* _Problem to solve_: Each line below that contains the word "down" must be copied.

* _Data supplied_:
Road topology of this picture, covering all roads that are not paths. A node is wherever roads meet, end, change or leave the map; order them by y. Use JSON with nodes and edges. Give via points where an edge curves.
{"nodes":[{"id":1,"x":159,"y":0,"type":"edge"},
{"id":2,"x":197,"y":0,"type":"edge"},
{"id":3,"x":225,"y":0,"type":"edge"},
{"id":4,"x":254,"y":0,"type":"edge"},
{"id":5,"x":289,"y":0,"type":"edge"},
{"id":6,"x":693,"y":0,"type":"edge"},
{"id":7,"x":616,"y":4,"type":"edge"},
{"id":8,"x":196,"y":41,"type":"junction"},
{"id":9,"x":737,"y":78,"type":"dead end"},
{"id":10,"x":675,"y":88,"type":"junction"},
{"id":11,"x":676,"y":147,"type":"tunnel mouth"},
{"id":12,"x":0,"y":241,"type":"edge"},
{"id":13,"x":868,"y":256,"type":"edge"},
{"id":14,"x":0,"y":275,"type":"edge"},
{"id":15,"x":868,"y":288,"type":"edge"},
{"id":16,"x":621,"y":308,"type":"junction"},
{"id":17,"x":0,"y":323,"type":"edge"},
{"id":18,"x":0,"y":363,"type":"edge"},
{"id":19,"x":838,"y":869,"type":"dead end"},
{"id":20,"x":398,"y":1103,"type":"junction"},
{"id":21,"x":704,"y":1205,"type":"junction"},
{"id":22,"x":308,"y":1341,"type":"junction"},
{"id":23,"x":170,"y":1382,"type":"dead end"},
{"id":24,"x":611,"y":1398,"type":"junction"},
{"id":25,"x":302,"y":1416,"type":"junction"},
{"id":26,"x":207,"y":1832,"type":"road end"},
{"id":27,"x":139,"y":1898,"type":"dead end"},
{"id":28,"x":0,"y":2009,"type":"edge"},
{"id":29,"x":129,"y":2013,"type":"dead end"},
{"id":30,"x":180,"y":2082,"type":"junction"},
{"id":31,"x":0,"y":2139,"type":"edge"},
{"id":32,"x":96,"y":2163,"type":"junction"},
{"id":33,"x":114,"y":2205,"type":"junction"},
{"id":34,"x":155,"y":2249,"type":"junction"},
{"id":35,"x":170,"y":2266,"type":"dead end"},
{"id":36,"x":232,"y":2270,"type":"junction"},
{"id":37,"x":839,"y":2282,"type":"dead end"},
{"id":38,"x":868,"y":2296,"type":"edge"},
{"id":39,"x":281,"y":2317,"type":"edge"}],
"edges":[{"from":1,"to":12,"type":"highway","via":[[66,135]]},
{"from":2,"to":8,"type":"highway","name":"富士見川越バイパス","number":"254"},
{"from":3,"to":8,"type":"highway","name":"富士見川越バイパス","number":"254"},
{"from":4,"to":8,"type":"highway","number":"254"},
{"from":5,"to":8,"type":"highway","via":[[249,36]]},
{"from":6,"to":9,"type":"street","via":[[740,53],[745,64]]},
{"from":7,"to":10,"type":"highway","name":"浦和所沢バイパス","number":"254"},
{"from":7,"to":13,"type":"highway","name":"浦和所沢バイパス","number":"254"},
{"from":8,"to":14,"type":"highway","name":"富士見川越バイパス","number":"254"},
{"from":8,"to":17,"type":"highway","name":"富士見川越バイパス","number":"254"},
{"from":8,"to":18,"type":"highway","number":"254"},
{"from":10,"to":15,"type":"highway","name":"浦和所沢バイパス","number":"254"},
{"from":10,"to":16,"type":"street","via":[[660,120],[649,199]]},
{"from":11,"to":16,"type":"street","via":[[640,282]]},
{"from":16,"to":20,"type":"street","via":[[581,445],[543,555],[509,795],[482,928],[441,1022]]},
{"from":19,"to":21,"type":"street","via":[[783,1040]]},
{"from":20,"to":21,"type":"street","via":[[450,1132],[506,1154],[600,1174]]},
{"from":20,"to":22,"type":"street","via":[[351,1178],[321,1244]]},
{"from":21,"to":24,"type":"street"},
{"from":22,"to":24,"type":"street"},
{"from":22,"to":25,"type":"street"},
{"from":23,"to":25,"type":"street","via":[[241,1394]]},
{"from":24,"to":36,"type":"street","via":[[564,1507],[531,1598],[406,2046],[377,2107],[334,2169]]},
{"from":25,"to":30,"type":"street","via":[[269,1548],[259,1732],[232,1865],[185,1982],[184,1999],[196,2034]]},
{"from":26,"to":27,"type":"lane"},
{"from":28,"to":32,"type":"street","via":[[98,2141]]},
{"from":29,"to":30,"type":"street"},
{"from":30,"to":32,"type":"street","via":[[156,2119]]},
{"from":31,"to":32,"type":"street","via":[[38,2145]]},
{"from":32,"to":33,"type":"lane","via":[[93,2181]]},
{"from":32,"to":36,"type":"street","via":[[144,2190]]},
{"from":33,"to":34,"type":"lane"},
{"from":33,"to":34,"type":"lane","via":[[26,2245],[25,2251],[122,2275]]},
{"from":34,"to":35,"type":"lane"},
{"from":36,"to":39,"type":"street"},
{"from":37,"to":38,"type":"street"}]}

---

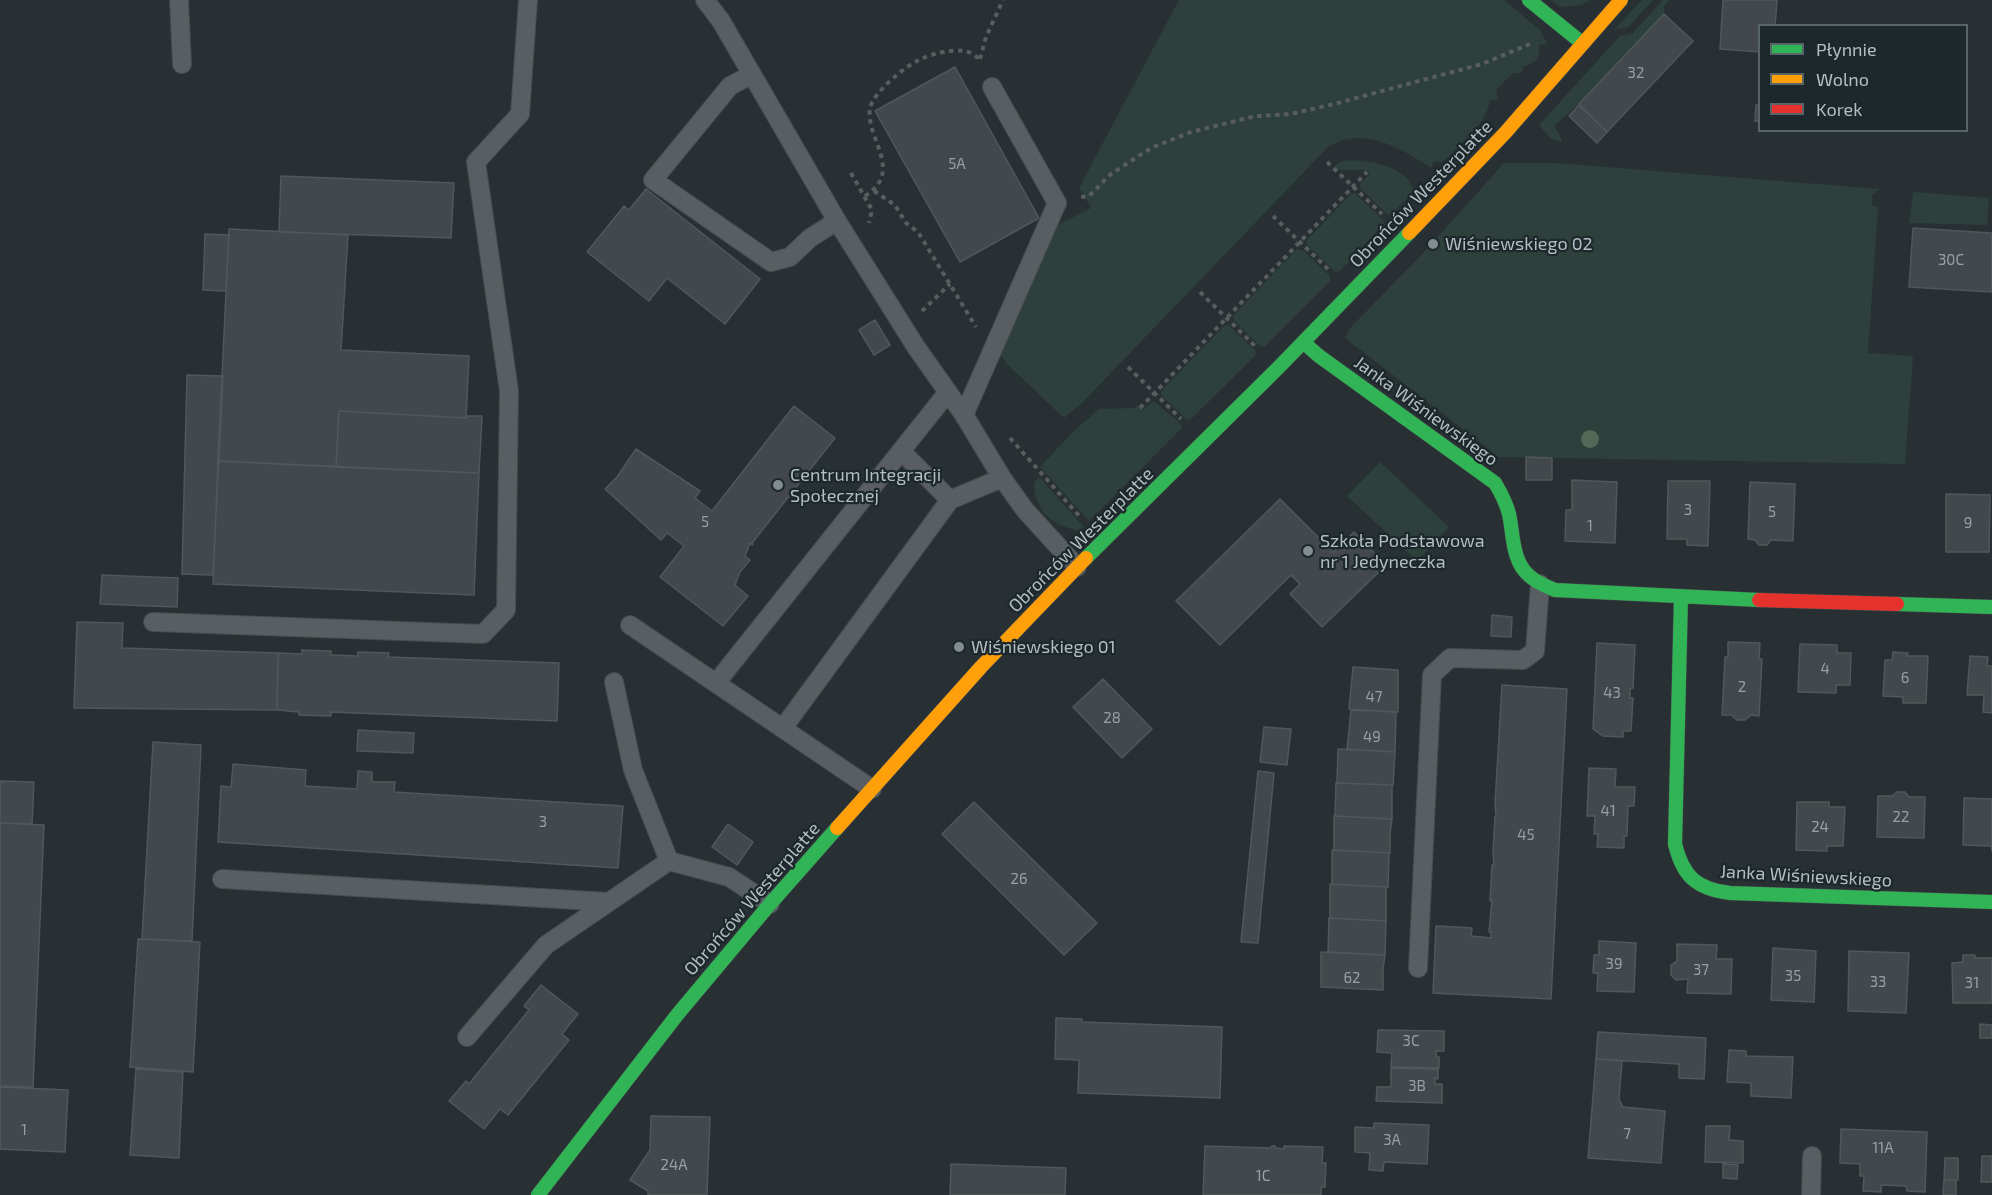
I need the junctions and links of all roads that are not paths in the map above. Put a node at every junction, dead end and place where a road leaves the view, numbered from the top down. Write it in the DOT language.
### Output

* * *

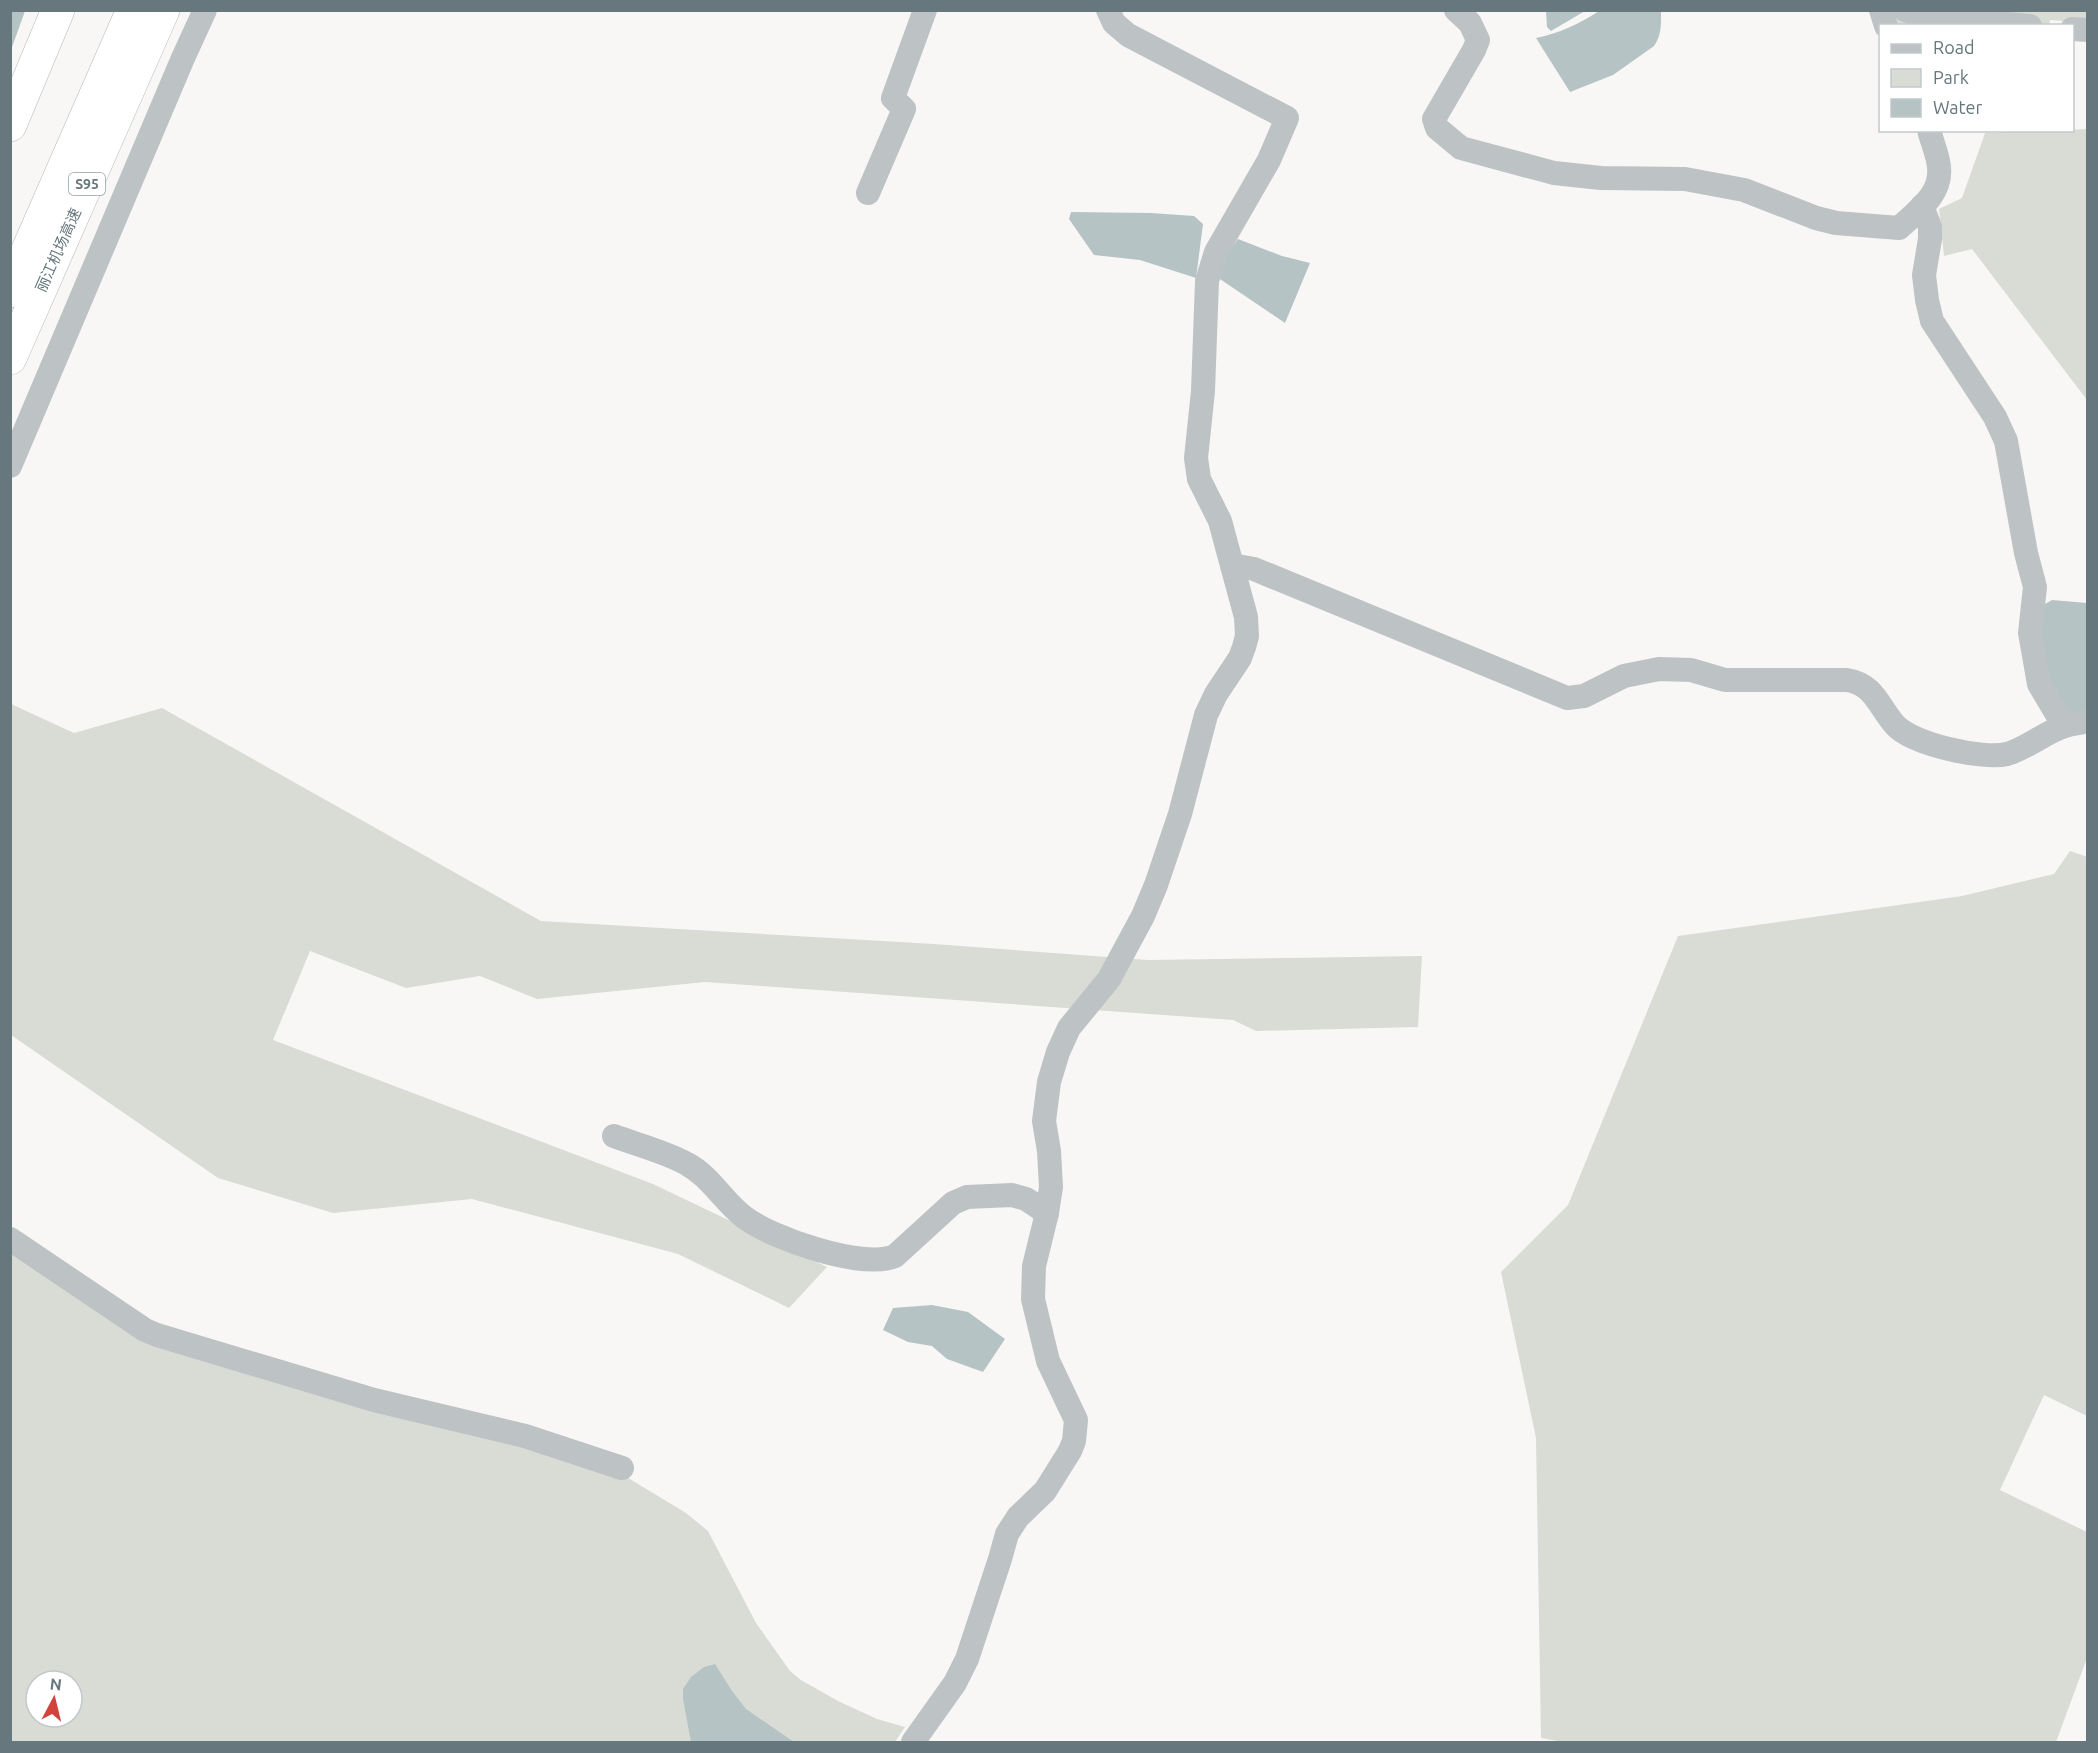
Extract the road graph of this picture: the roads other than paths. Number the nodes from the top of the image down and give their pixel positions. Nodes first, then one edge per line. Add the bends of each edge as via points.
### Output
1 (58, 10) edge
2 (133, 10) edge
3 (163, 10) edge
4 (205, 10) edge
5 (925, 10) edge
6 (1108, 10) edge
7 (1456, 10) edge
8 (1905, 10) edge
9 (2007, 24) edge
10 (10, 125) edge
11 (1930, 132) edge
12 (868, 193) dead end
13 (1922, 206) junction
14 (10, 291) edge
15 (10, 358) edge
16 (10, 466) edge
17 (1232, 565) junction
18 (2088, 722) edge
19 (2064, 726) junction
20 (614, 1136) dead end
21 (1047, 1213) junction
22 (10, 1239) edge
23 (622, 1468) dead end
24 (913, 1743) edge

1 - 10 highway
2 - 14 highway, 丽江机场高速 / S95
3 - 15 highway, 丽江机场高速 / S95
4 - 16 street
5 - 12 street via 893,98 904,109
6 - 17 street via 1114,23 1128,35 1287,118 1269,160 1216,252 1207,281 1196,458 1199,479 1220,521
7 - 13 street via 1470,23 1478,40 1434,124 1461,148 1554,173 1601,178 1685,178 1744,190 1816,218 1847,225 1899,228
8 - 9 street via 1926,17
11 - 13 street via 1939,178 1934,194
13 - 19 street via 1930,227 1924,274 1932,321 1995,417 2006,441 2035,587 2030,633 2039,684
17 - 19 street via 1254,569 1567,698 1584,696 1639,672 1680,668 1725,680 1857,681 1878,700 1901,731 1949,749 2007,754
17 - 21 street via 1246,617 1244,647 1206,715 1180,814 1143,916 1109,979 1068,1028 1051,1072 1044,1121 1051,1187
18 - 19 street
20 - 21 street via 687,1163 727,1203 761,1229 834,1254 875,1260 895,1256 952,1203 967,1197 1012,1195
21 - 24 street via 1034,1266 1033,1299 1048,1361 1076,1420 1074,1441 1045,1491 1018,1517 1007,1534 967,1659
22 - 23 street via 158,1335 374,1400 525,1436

* _Exercise answer_:
I need the junctions and links of all roads that are not paths in the map above. Put a node at every junction, dead end and place where a road leaves the view, numbered from the top down. Write it in the DOT language.
Extract the road graph of this picture: the roads other than paths. Number the nodes from the top of the image down and give their pixel positions. Nodes first, then one edge per line. Add the bends of each edge as via points.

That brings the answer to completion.